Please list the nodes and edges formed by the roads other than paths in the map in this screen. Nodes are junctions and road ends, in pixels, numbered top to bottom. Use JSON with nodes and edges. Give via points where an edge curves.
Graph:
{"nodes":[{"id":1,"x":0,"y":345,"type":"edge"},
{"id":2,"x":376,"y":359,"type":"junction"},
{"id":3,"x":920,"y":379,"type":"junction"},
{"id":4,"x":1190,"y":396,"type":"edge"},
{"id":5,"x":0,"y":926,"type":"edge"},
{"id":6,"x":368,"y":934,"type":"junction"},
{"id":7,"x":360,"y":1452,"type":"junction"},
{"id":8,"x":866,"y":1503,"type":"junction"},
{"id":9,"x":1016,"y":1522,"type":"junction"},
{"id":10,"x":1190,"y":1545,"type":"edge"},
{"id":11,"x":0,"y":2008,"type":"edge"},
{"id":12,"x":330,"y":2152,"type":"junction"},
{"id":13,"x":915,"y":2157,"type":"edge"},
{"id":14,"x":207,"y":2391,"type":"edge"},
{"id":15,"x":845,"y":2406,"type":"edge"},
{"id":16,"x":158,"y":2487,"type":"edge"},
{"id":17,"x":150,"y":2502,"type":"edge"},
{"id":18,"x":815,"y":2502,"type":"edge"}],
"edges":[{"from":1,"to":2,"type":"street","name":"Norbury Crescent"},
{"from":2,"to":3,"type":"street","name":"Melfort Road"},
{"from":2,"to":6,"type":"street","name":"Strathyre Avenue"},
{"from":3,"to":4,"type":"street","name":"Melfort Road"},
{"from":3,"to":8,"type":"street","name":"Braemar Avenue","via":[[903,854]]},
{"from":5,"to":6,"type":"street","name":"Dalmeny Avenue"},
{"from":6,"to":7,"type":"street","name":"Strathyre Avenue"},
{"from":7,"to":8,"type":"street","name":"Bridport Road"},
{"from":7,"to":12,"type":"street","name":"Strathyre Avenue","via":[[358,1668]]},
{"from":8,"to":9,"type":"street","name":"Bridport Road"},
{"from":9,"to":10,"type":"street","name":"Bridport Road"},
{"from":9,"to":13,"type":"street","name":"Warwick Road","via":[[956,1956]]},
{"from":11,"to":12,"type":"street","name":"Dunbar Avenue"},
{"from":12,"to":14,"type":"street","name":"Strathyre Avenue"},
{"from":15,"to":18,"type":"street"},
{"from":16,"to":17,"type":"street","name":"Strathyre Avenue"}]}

**********

▶ **Task prompt**: The full set of records is to be written out once more, word for word.

▶ **Exercise response**:
Please list the nodes and edges formed by the roads other than paths in the map in this screen. Nodes are junctions and road ends, in pixels, numbered top to bottom. Use JSON with nodes and edges. Give via points where an edge curves.
Graph:
{"nodes":[{"id":1,"x":0,"y":345,"type":"edge"},
{"id":2,"x":376,"y":359,"type":"junction"},
{"id":3,"x":920,"y":379,"type":"junction"},
{"id":4,"x":1190,"y":396,"type":"edge"},
{"id":5,"x":0,"y":926,"type":"edge"},
{"id":6,"x":368,"y":934,"type":"junction"},
{"id":7,"x":360,"y":1452,"type":"junction"},
{"id":8,"x":866,"y":1503,"type":"junction"},
{"id":9,"x":1016,"y":1522,"type":"junction"},
{"id":10,"x":1190,"y":1545,"type":"edge"},
{"id":11,"x":0,"y":2008,"type":"edge"},
{"id":12,"x":330,"y":2152,"type":"junction"},
{"id":13,"x":915,"y":2157,"type":"edge"},
{"id":14,"x":207,"y":2391,"type":"edge"},
{"id":15,"x":845,"y":2406,"type":"edge"},
{"id":16,"x":158,"y":2487,"type":"edge"},
{"id":17,"x":150,"y":2502,"type":"edge"},
{"id":18,"x":815,"y":2502,"type":"edge"}],
"edges":[{"from":1,"to":2,"type":"street","name":"Norbury Crescent"},
{"from":2,"to":3,"type":"street","name":"Melfort Road"},
{"from":2,"to":6,"type":"street","name":"Strathyre Avenue"},
{"from":3,"to":4,"type":"street","name":"Melfort Road"},
{"from":3,"to":8,"type":"street","name":"Braemar Avenue","via":[[903,854]]},
{"from":5,"to":6,"type":"street","name":"Dalmeny Avenue"},
{"from":6,"to":7,"type":"street","name":"Strathyre Avenue"},
{"from":7,"to":8,"type":"street","name":"Bridport Road"},
{"from":7,"to":12,"type":"street","name":"Strathyre Avenue","via":[[358,1668]]},
{"from":8,"to":9,"type":"street","name":"Bridport Road"},
{"from":9,"to":10,"type":"street","name":"Bridport Road"},
{"from":9,"to":13,"type":"street","name":"Warwick Road","via":[[956,1956]]},
{"from":11,"to":12,"type":"street","name":"Dunbar Avenue"},
{"from":12,"to":14,"type":"street","name":"Strathyre Avenue"},
{"from":15,"to":18,"type":"street"},
{"from":16,"to":17,"type":"street","name":"Strathyre Avenue"}]}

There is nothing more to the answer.